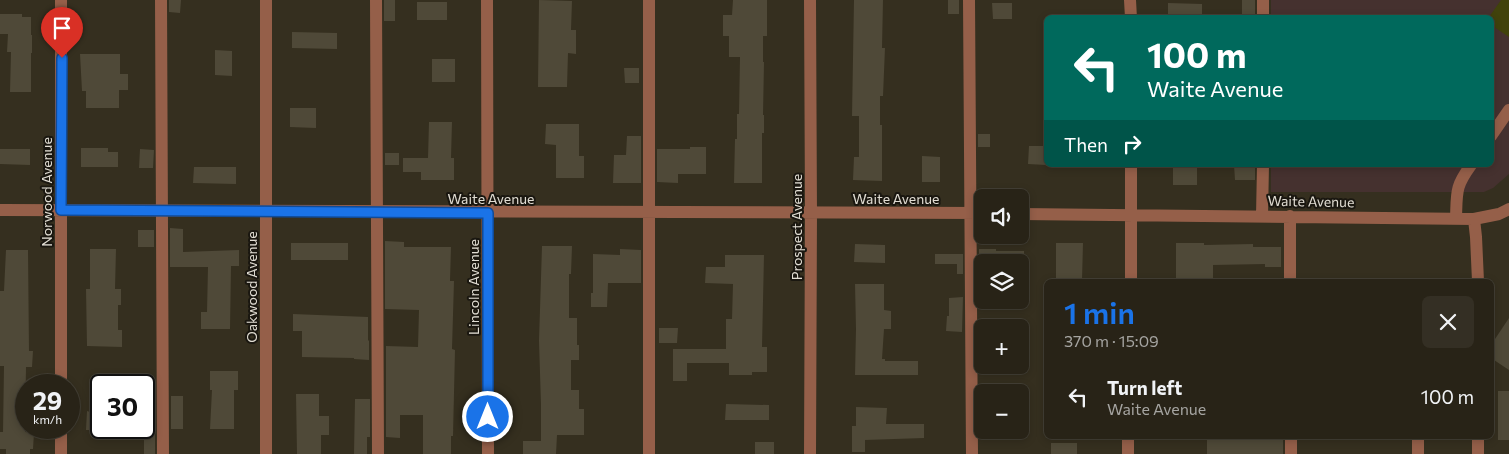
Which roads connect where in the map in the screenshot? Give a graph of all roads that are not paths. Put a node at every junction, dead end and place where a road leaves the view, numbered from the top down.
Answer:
1 (62, 0) edge
2 (161, 0) edge
3 (266, 0) edge
4 (376, 0) edge
5 (487, 0) edge
6 (649, 0) edge
7 (810, 0) edge
8 (969, 0) edge
9 (1130, 0) edge
10 (1263, 0) edge
11 (1130, 15) edge
12 (1263, 15) edge
13 (1509, 110) edge
14 (1494, 132) edge
15 (1131, 167) edge
16 (1262, 167) edge
17 (1470, 167) edge
18 (976, 189) edge
19 (1509, 209) edge
20 (0, 210) edge
21 (61, 210) junction
22 (161, 211) junction
23 (266, 212) junction
24 (377, 212) junction
25 (488, 213) junction
26 (649, 213) junction
27 (812, 213) junction
28 (974, 213) edge
29 (1029, 214) edge
30 (1131, 215) junction
31 (1262, 216) junction
32 (1290, 216) junction
33 (1456, 218) junction
34 (1474, 219) junction
35 (976, 244) edge
36 (1131, 279) edge
37 (1290, 279) edge
38 (1478, 279) edge
39 (61, 374) edge
40 (61, 439) edge
41 (1128, 439) edge
42 (1291, 439) edge
43 (1418, 439) edge
44 (1478, 439) edge
45 (61, 454) edge
46 (162, 454) edge
47 (266, 454) edge
48 (378, 454) edge
49 (488, 454) edge
50 (649, 454) edge
51 (810, 454) edge
52 (972, 454) edge
53 (1128, 454) edge
54 (1291, 454) edge
55 (1418, 454) edge
56 (1478, 454) edge

1 - 21 street, Norwood Avenue
2 - 22 street
3 - 23 street, Oakwood Avenue
4 - 24 street
5 - 25 street, Lincoln Avenue
6 - 26 street
7 - 27 street, Prospect Avenue
8 - 18 street
9 - 11 street
10 - 12 street
13 - 14 street
15 - 30 street
16 - 31 street
17 - 33 street
19 - 34 street, Waite Avenue
20 - 21 street, Waite Avenue
21 - 22 street, Waite Avenue
21 - 39 street, Norwood Avenue
22 - 23 street, Waite Avenue
22 - 46 street
23 - 24 street, Waite Avenue
23 - 47 street, Oakwood Avenue
24 - 25 street, Waite Avenue
24 - 48 street
25 - 26 street, Waite Avenue
25 - 49 street, Lincoln Avenue
26 - 27 street, Waite Avenue
26 - 50 street
27 - 28 street, Waite Avenue
27 - 51 street, Prospect Avenue
29 - 30 street, Waite Avenue
30 - 31 street, Waite Avenue
30 - 36 street
31 - 32 street, Waite Avenue
32 - 33 street, Waite Avenue
32 - 37 street
33 - 34 street, Waite Avenue
34 - 38 street
35 - 52 street
40 - 45 street
41 - 53 street
42 - 54 street
43 - 55 street
44 - 56 street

# [Work to complete]
An exact copy of the entries, without any pictures, is what the answer should be.

# [Solution for this task]
Which roads connect where in the map in the screenshot? Give a graph of all roads that are not paths. Put a node at every junction, dead end and place where a road leaves the view, numbered from the top down.
Answer:
1 (62, 0) edge
2 (161, 0) edge
3 (266, 0) edge
4 (376, 0) edge
5 (487, 0) edge
6 (649, 0) edge
7 (810, 0) edge
8 (969, 0) edge
9 (1130, 0) edge
10 (1263, 0) edge
11 (1130, 15) edge
12 (1263, 15) edge
13 (1509, 110) edge
14 (1494, 132) edge
15 (1131, 167) edge
16 (1262, 167) edge
17 (1470, 167) edge
18 (976, 189) edge
19 (1509, 209) edge
20 (0, 210) edge
21 (61, 210) junction
22 (161, 211) junction
23 (266, 212) junction
24 (377, 212) junction
25 (488, 213) junction
26 (649, 213) junction
27 (812, 213) junction
28 (974, 213) edge
29 (1029, 214) edge
30 (1131, 215) junction
31 (1262, 216) junction
32 (1290, 216) junction
33 (1456, 218) junction
34 (1474, 219) junction
35 (976, 244) edge
36 (1131, 279) edge
37 (1290, 279) edge
38 (1478, 279) edge
39 (61, 374) edge
40 (61, 439) edge
41 (1128, 439) edge
42 (1291, 439) edge
43 (1418, 439) edge
44 (1478, 439) edge
45 (61, 454) edge
46 (162, 454) edge
47 (266, 454) edge
48 (378, 454) edge
49 (488, 454) edge
50 (649, 454) edge
51 (810, 454) edge
52 (972, 454) edge
53 (1128, 454) edge
54 (1291, 454) edge
55 (1418, 454) edge
56 (1478, 454) edge

1 - 21 street, Norwood Avenue
2 - 22 street
3 - 23 street, Oakwood Avenue
4 - 24 street
5 - 25 street, Lincoln Avenue
6 - 26 street
7 - 27 street, Prospect Avenue
8 - 18 street
9 - 11 street
10 - 12 street
13 - 14 street
15 - 30 street
16 - 31 street
17 - 33 street
19 - 34 street, Waite Avenue
20 - 21 street, Waite Avenue
21 - 22 street, Waite Avenue
21 - 39 street, Norwood Avenue
22 - 23 street, Waite Avenue
22 - 46 street
23 - 24 street, Waite Avenue
23 - 47 street, Oakwood Avenue
24 - 25 street, Waite Avenue
24 - 48 street
25 - 26 street, Waite Avenue
25 - 49 street, Lincoln Avenue
26 - 27 street, Waite Avenue
26 - 50 street
27 - 28 street, Waite Avenue
27 - 51 street, Prospect Avenue
29 - 30 street, Waite Avenue
30 - 31 street, Waite Avenue
30 - 36 street
31 - 32 street, Waite Avenue
32 - 33 street, Waite Avenue
32 - 37 street
33 - 34 street, Waite Avenue
34 - 38 street
35 - 52 street
40 - 45 street
41 - 53 street
42 - 54 street
43 - 55 street
44 - 56 street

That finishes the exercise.